David E. McMackins II
Supporting Member, Electronic Frontier Foundation (#2296972)
Associate Member, Free Software Foundation (#12889)

www.mcmackins.org www.delwink.com
www.eff.org www.gnu.org www.fsf.org

On 07/19/2018 04:53 AM, Eric Auer wrote:
> 
> Hi David,
> 
>> I've discovered something weird (to me). I'm on a 1998 Sony Vaio with a
>> Pentium 3 processor running FreeDOS 1.2. I have a test program which
>> draws 64 full frames to the screen via VGA mode 13h. Each frame is a
>> different color to force a full redraw. In addition, I draw a 1-pixel
>> mouse cursor onto the frame buffer before copying.
> 
> Your definition of "force full redraw" sounds odd. What
> should be forced by that? A graphics library? Hardware?
> 
>> I regulate the frame rate by explicitly waiting for the vblank period
>> before doing the buffer copy to VRAM. Normally, my program gets a frame
>> rate of about 15fps. This seems a bit slow given my processor speed.
> 
> Indeed. Do you use a fast way of writing the graphics memory,
> such as the "string and block processing" Assembly language
> commands or at least a library function in the programming
> language of your choice which internally uses them? You can
> for example use "rep stosd" to full a buffer of N * 4 bytes
> at a speed of 4 bytes per iteration, or "rep movsd" to copy
> from one buffer to another at the same speed. A good compiler
> with 386+ awareness will automatically chose a good memcopy,
> move, memcpy, memset or whatever you are using right now,
> using variants optimized for your chosen CPU generation.
> 
>> However, I've noticed if I am moving the mouse, the
>> frame rate doubles to nearly 30fps. [... but it ...]

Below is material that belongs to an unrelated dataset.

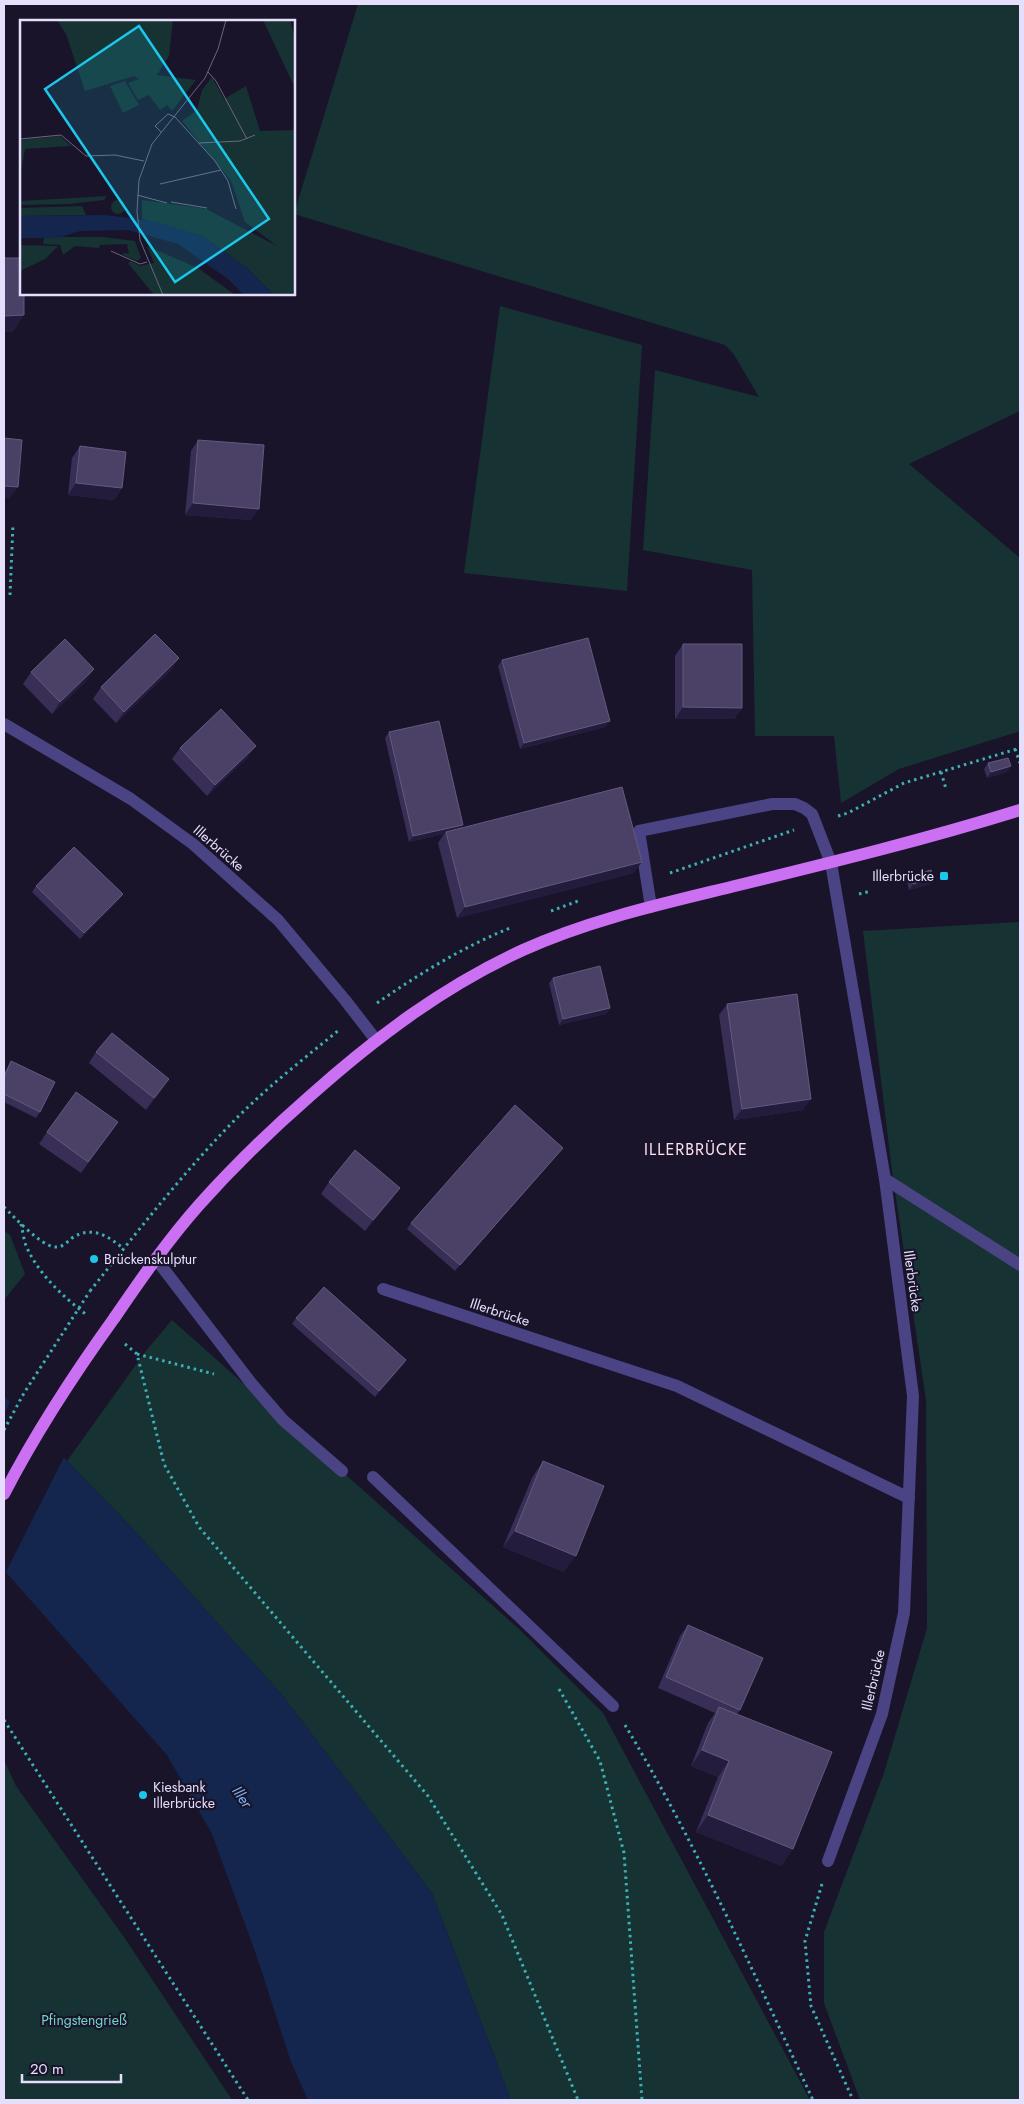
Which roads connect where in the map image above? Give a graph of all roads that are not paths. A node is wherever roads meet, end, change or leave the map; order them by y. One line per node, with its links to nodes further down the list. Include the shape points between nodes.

>> stops happening (always low frame rate)
>> if I unload CuteMouse before running the program.
> 
> You mean without cutemouse, frame rate is fixed to 15 fps?
> 
>> This is with a PS/2 mouse and the laptop's trackpad, which I think is
>> also a PS/2 device since when I tell CuteMouse not to load from serial,
>> it still loads the trackpad.
> 
> Your BIOS or drivers probably measure how busy your computer
> is and throttle the CPU when it is not, lowering your frame
> rate. The trackpad might actually be USB based with your BIOS
> just simulating PS/2 based on the actions. You can also check
> whether you use FDAPM or the IDLEHALT kernel options or have
> BIOS settings about energy saving active. Of course you will
> not want to waste battery, so it is probably better to make
> your program "look more busy" to the energy drivers WHILE it
> is important for you to have full speed, as opposed to just
> disabling the drivers, but having minimal battery endurance.
> 
> Regards, Eric
> 
> PS: Mode 13h is a bad choice for high frame rates. Try a VESA
> mode with enough RAM for 2 or more frames, so you can update
> one during the full time when the other is visible, then flip.